If you like how your RGB image came out, you can save it to a file using "File->WriteImage" to save it to a jpg, png, or tiff image.  Here's an example.

The RGB image will stay in the ATV display window until you do anything that changes the display settings, like zooming or changing the color stretch.  As soon as you do that, ATV goes back to its normal display mode with the last image that was loaded.

How to select the coordinate system.

If the image header has a valid world coordinate system (WCS), then ATV will display the coordinates of the cursor position.  By default, it uses the native coordinate system and equinox given in the image header.  ATV can also convert the native coordinates into J2000, B1950, ecliptic, or galactic coordinates.  To change the output to a different system, go to the ImageInfo menu and select one of the coordinate options.

If you're viewing a 2-d spectroscopic image with a wavelength solution, then ATV will display the wavelength at the cursor position.  So far, I've only tried this for HST STIS images, so I don't know if it will work for other data types.
 

How to write image output.

From the File menu, pull down "WriteFits", "WriteImage", or "WriteEPS".  

The WriteFits selection gives you the option to write out a fits image of the current main display image.  If you've read in an image and then rotated or flipped it, this will write out the rotated or flipped version of the image.  It will write out the header information into the
image.

The WriteImage menu gives you the option to write out a PNG, JPG, or TIFF image of the current display, pretty much exactly as you see it on screen.

For postscript output, the postscript file paramters are set in a window that brings up Craig Markwardt's cmps_form widget.  This window is fairly self-explanatory, but take a look here if you need more information, or look at the cmps_form.pro source.  One important point is that if the postscript options are set to black and white (i.e. color=off in the postscript widget form), then the postscript device will not pay any attention to color maps at all, and the resulting color map in the postscript file will be just a linear B-W scale regardless of the color stretch in the ATV window.  So it's usually best to leave color on in the ps parameters window.

For postscript output, the program will by default put a black frame around the image border.  To disable this, edit the atv.pro source and in the routine atv_initcommon, change the definition of state.frame to 0.

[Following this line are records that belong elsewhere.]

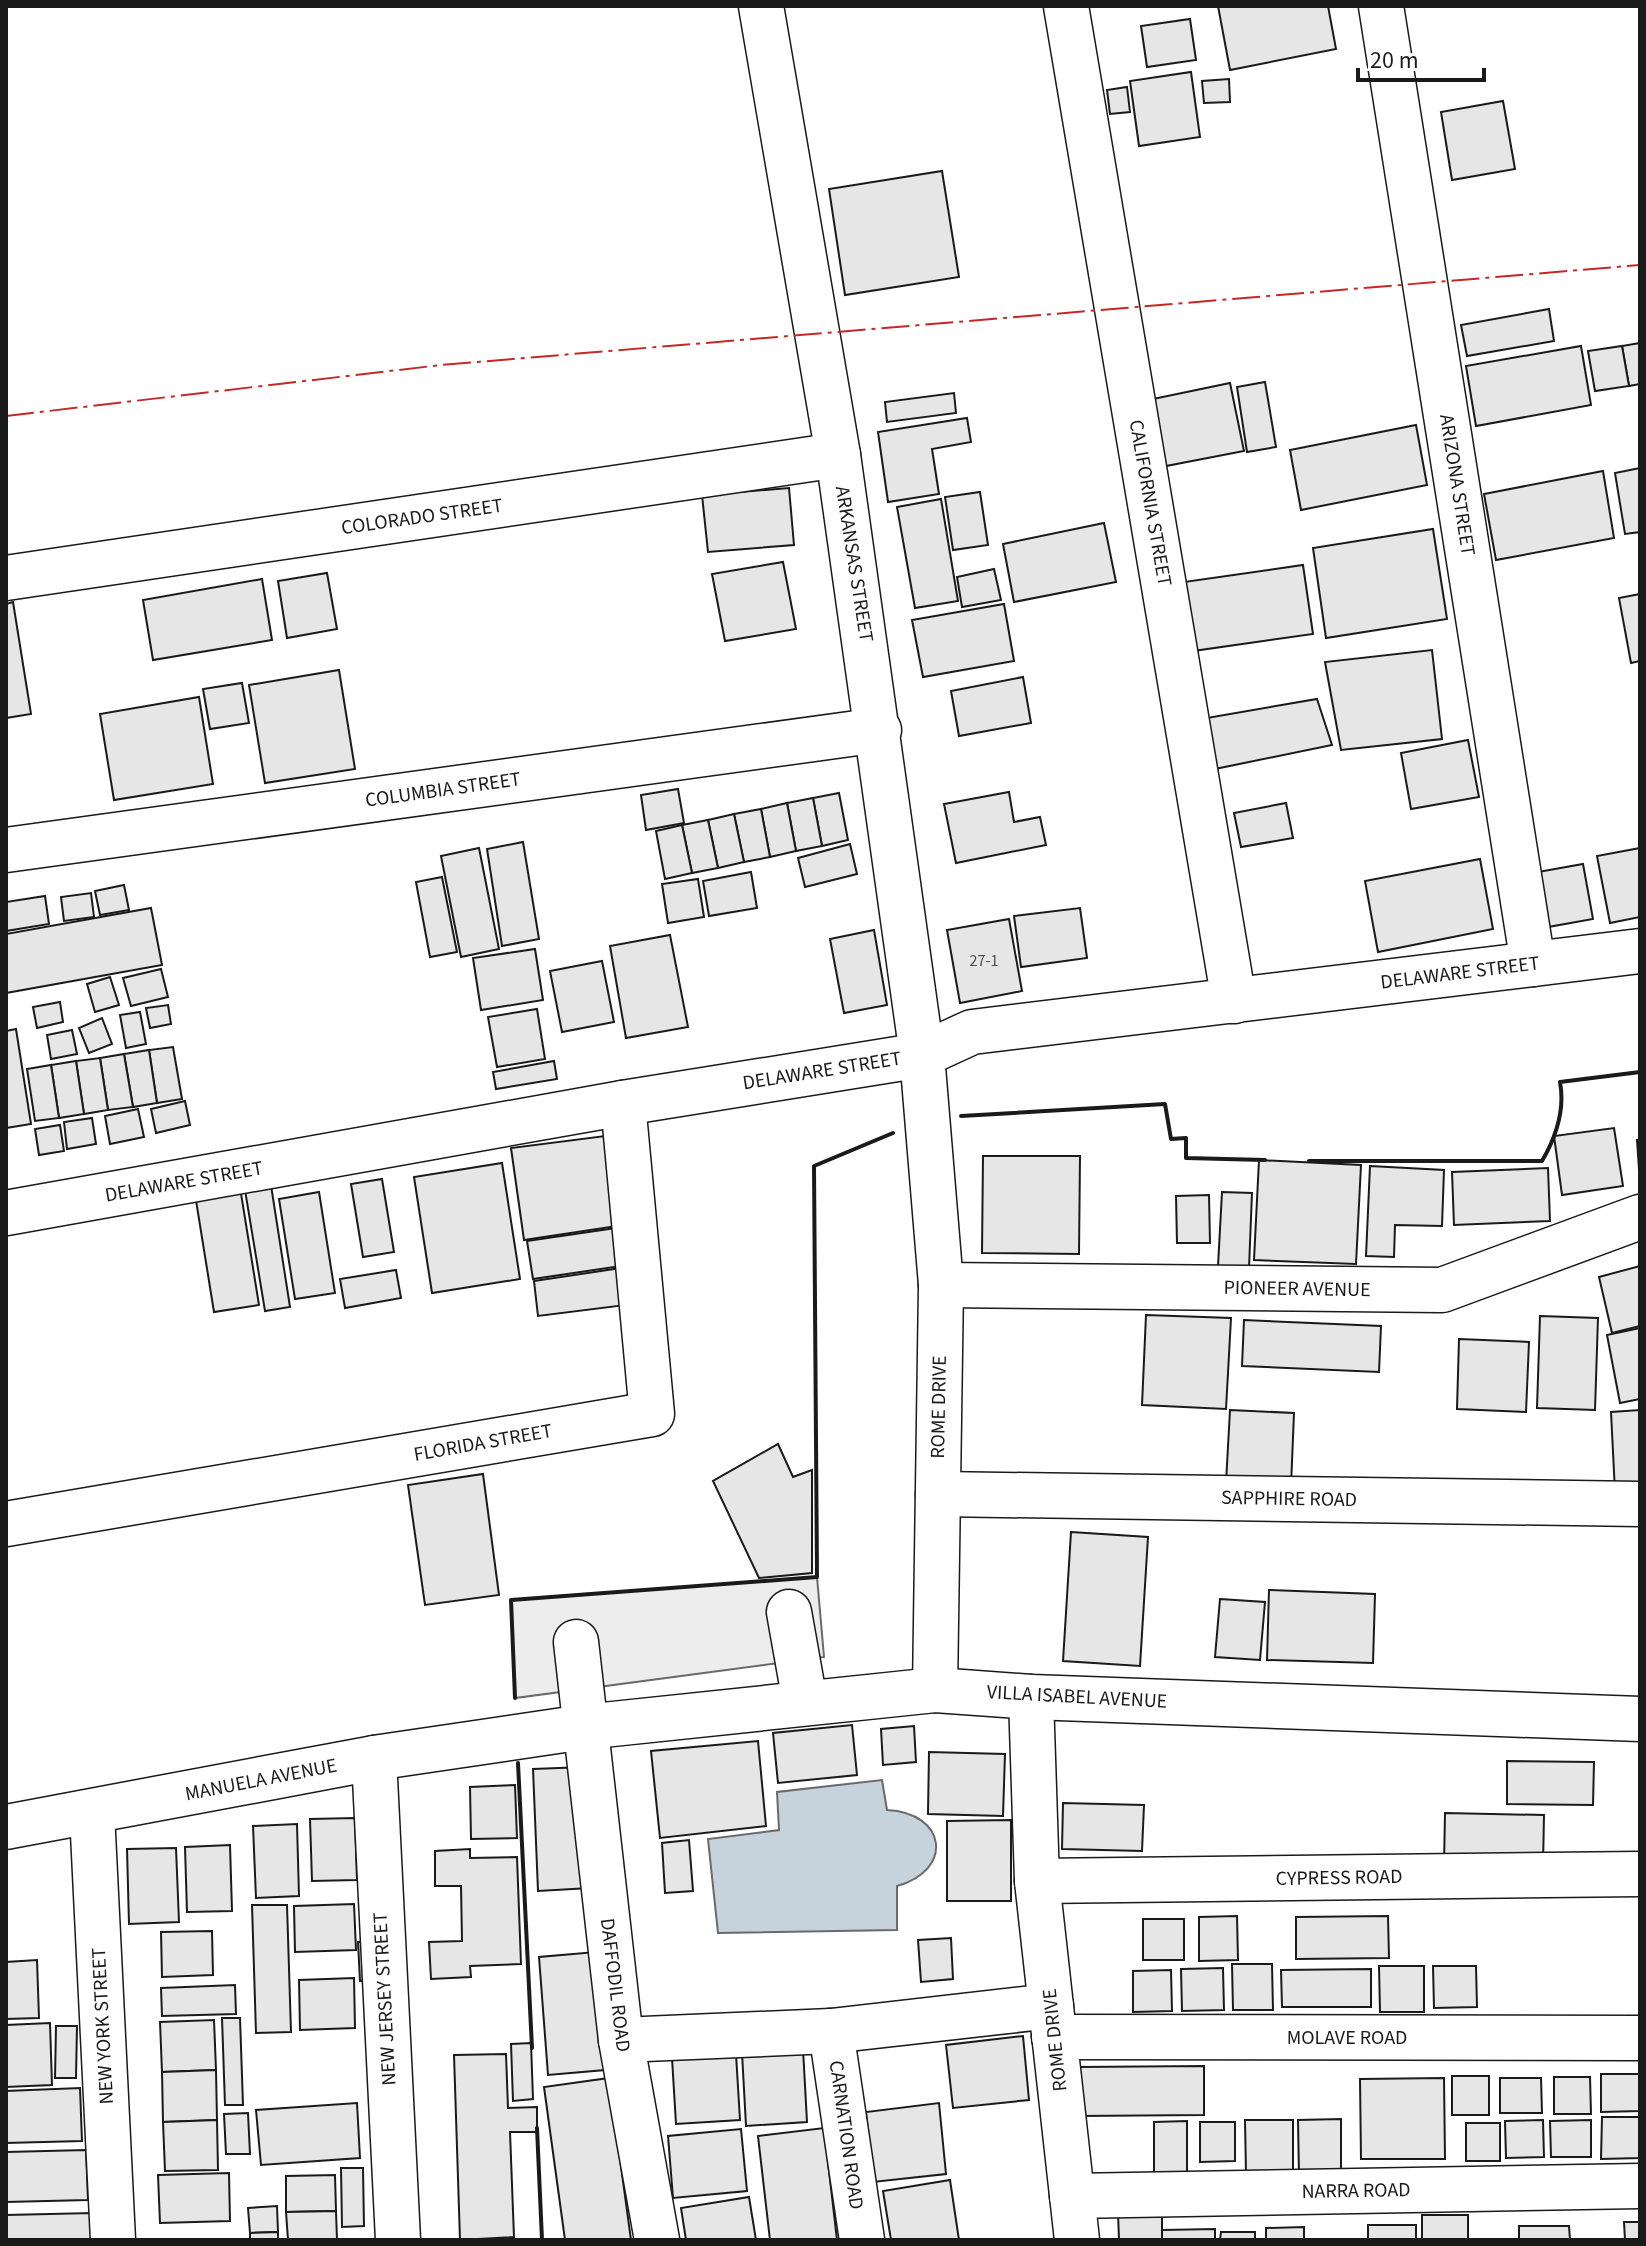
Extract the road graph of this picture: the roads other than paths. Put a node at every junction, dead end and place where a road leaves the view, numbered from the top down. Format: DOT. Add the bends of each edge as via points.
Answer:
graph roads {
  1 [pos="761,6"];
  2 [pos="1066,6"];
  3 [pos="1381,6"];
  4 [pos="838,455"];
  5 [pos="6,578"];
  6 [pos="879,730"];
  7 [pos="6,850"];
  8 [pos="1640,951"];
  9 [pos="1533,964"];
  10 [pos="1234,1001"];
  11 [pos="922,1055"];
  12 [pos="623,1103"];
  13 [pos="927,1125"];
  14 [pos="6,1213"];
  15 [pos="1640,1217"];
  16 [pos="941,1285"];
  17 [pos="938,1494"];
  18 [pos="1640,1504"];
  19 [pos="6,1524"];
  20 [pos="789,1612"];
  21 [pos="576,1642"];
  22 [pos="935,1690"];
  23 [pos="1031,1697"];
  24 [pos="805,1702"];
  25 [pos="1640,1719"];
  26 [pos="584,1727"];
  27 [pos="517,1737"];
  28 [pos="374,1758"];
  29 [pos="92,1813"];
  30 [pos="6,1827"];
  31 [pos="1640,1874"];
  32 [pos="1037,1881"];
  33 [pos="1052,2022"];
  34 [pos="831,2031"];
  35 [pos="1640,2038"];
  36 [pos="621,2040"];
  37 [pos="1640,2186"];
  38 [pos="1072,2196"];
  39 [pos="113,2240"];
  40 [pos="398,2240"];
  41 [pos="657,2240"];
  42 [pos="862,2240"];
  43 [pos="1077,2240"];
  1 -- 4 [label="street, ARKANSAS STREET"];
  2 -- 10 [label="street, CALIFORNIA STREET"];
  3 -- 9 [label="street, ARIZONA STREET"];
  4 -- 5 [label="street, COLORADO STREET"];
  4 -- 6 [label="street, ARKANSAS STREET"];
  6 -- 7 [label="street, COLUMBIA STREET"];
  6 -- 11 [label="street, ARKANSAS STREET"];
  8 -- 9 [label="street, DELAWARE STREET"];
  9 -- 10 [label="street, DELAWARE STREET"];
  10 -- 11 [label="street, DELAWARE STREET" via="972,1032"];
  11 -- 12 [label="street, DELAWARE STREET"];
  11 -- 13 [label="street, ARKANSAS STREET"];
  12 -- 14 [label="street, DELAWARE STREET"];
  12 -- 19 [label="street, FLORIDA STREET" via="652,1414"];
  13 -- 16 [label="street, ROME DRIVE"];
  15 -- 16 [label="street, PIONEER AVENUE" via="1442,1290"];
  16 -- 17 [label="street, ROME DRIVE"];
  17 -- 18 [label="street, SAPPHIRE ROAD"];
  17 -- 22 [label="street, ROME DRIVE"];
  20 -- 24 [label="street"];
  21 -- 26 [label="street, DAFFODIL ROAD"];
  22 -- 23 [label="street, VILLA ISABEL AVENUE"];
  22 -- 24 [label="street, VILLA ISABEL AVENUE"];
  23 -- 25 [label="street, VILLA ISABEL AVENUE"];
  23 -- 32 [label="street, ROME DRIVE"];
  24 -- 26 [label="street, VILLA ISABEL AVENUE"];
  26 -- 27 [label="street, VILLA ISABEL AVENUE"];
  26 -- 36 [label="street, DAFFODIL ROAD"];
  27 -- 28 [label="street, MANUELA AVENUE"];
  28 -- 29 [label="street, MANUELA AVENUE"];
  28 -- 40 [label="street, NEW JERSEY STREET"];
  29 -- 30 [label="street, MANUELA AVENUE"];
  29 -- 39 [label="street, NEW YORK STREET"];
  31 -- 32 [label="street, CYPRESS ROAD"];
  32 -- 33 [label="street, ROME DRIVE"];
  33 -- 34 [label="street, MOLAVE ROAD"];
  33 -- 35 [label="street, MOLAVE ROAD"];
  33 -- 38 [label="street, ROME DRIVE"];
  34 -- 36 [label="street, MOLAVE ROAD"];
  34 -- 42 [label="street, CARNATION ROAD"];
  36 -- 41 [label="street, DAFFODIL ROAD"];
  37 -- 38 [label="street, NARRA ROAD"];
  38 -- 43 [label="street, ROME DRIVE"];
}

One other note about postscript output: the atv_writeps routine uses scaleable pixels in creating the ps image, so it can't handle fractional pixels at the edge of the viewport.  So, in postscript output, any fractional pixels at the edges of the display image will be included as complete pixels in the ps image.  The result is that for a highly zoomed image, the postscript output file may have a slightly different size than the screen image.  This will only be noticeable when you've zoomed in to make the pixels really big on screen.  The advantage of doing things this way is that it makes the postscript files far more compact for highly zoomed images.  On the other hand, for really big images which are zoomed "out" to fit the whole image in the display viewport, the size of the postscript output file can be pretty huge, since the full resolution of the original image is included in the postscript file.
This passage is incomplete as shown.